Selected by Choice magazine as an Outstanding Academic Book for 2001
The highly-acclaimed first edition of this book chronicled the rise and fall of witchcraft in Europe between the twelfth and the end of the seventeenth centuries. Now greatly expanded, the classic anthology of contemporary texts reexamines the phenomenon of witchcraft, taking into account the remarkable scholarship since the book's publication almost thirty years ago.
Spanning the period from 400 to 1700, the second edition of Witchcraft in Europe assembles nearly twice as many primary documents as the first, many newly translated, along with new illustrations that trace the development of witch-beliefs from late Mediterranean antiquity through the Enlightenment. Trial records, inquisitors' reports, eyewitness statements, and witches' confessions, along with striking contemporary illustrations depicting the career of the Devil and his works, testify to the hundreds of years of terror that enslaved an entire continent.

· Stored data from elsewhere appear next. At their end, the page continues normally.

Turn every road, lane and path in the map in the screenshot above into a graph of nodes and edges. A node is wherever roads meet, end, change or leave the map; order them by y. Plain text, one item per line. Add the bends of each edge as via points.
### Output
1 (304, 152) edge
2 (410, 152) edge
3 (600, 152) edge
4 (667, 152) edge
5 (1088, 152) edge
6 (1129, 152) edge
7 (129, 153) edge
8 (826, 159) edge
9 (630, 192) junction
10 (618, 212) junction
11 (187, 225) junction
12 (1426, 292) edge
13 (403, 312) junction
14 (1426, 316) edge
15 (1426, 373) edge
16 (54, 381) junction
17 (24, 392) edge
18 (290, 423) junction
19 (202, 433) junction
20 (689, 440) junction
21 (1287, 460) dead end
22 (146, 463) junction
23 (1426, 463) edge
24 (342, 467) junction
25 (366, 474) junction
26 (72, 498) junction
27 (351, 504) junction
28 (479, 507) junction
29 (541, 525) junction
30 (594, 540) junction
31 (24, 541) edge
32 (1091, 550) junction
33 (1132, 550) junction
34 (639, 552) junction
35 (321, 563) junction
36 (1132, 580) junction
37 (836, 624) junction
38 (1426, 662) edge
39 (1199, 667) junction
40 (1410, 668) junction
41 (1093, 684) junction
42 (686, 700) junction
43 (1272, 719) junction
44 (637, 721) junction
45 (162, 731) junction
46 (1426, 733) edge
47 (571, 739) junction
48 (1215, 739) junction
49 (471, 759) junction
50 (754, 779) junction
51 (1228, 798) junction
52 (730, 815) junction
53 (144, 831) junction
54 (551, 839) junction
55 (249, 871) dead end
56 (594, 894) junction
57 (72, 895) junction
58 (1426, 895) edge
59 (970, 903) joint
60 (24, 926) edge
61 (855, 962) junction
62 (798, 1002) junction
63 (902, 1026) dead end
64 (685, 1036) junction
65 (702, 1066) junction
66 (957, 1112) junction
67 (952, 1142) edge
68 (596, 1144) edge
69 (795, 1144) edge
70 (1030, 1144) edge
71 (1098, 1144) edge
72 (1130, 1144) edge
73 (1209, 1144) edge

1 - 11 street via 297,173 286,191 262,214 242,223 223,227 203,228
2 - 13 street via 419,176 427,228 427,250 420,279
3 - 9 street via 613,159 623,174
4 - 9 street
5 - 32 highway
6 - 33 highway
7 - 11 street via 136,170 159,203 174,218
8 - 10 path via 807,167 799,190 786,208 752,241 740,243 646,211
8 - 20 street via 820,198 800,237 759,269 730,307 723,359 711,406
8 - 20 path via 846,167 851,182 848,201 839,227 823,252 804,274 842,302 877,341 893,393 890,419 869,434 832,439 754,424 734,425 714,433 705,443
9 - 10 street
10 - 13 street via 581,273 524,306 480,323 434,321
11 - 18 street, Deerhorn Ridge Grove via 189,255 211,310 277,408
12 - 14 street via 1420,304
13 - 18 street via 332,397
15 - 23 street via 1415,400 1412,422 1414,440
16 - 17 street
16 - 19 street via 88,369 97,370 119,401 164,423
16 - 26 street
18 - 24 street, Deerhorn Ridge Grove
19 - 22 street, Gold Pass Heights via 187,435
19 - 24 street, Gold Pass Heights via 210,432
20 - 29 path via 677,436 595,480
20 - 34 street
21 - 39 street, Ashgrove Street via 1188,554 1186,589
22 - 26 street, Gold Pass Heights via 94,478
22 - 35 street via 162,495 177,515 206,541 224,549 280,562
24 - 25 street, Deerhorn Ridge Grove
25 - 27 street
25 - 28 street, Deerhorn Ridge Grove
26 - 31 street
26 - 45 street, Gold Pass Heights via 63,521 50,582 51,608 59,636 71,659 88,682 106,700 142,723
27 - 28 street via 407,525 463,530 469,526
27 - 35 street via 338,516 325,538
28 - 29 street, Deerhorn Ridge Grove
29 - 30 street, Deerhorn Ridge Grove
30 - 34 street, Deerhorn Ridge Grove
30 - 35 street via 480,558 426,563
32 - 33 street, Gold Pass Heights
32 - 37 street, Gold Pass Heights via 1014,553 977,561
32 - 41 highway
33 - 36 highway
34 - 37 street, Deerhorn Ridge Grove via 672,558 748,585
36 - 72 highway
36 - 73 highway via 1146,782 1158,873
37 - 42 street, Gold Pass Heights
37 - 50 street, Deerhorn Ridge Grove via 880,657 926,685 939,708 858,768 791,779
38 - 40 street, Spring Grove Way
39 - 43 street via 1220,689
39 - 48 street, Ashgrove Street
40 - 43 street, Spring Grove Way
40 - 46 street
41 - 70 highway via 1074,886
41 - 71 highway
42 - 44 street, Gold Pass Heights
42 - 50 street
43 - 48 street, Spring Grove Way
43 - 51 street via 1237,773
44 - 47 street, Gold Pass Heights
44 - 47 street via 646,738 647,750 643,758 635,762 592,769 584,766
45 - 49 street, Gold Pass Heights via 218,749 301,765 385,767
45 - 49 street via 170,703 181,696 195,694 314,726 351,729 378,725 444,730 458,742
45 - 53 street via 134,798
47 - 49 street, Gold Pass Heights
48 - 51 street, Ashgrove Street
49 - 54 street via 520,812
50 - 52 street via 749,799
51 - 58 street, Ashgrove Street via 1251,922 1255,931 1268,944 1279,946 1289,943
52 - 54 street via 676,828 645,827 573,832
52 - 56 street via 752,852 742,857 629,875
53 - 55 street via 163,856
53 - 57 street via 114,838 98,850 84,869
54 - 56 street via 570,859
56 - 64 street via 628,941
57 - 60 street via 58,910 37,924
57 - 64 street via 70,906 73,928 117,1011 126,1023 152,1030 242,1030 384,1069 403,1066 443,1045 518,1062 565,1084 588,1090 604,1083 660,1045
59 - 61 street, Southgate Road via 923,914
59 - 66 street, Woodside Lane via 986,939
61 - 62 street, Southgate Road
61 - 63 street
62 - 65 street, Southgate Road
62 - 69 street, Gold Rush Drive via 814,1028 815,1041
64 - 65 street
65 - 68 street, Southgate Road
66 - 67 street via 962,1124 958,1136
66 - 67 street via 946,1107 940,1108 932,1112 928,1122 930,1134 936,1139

Thomas Aquinas, Martin Luther, Thomas Hobbes, and other thinkers are quoted at length in order to determine the intellectual, perceptual, and legal processes by which "folklore" was transformed into systematic demonology and persecution. Together with explanatory notes, introductory essays—which have been revised to reflect current research—and a new bibliography, the documents gathered in Witchcraft in Europe vividly illumine the dark side of the European mind.
Alan Charles Kors is Professor of History at the University of Pennsylvania and author of Atheism in France, 1650-1729 and (with Harvey A. Silvergate) The Shadow University: The Betrayal of Liberty on America's Campuses. Edward Peters is Henry Charles Lea Professor of History at the University of Pennsylvania. Among his books are Torture and The First Crusade, both also available from the University of Pennsylvania Press.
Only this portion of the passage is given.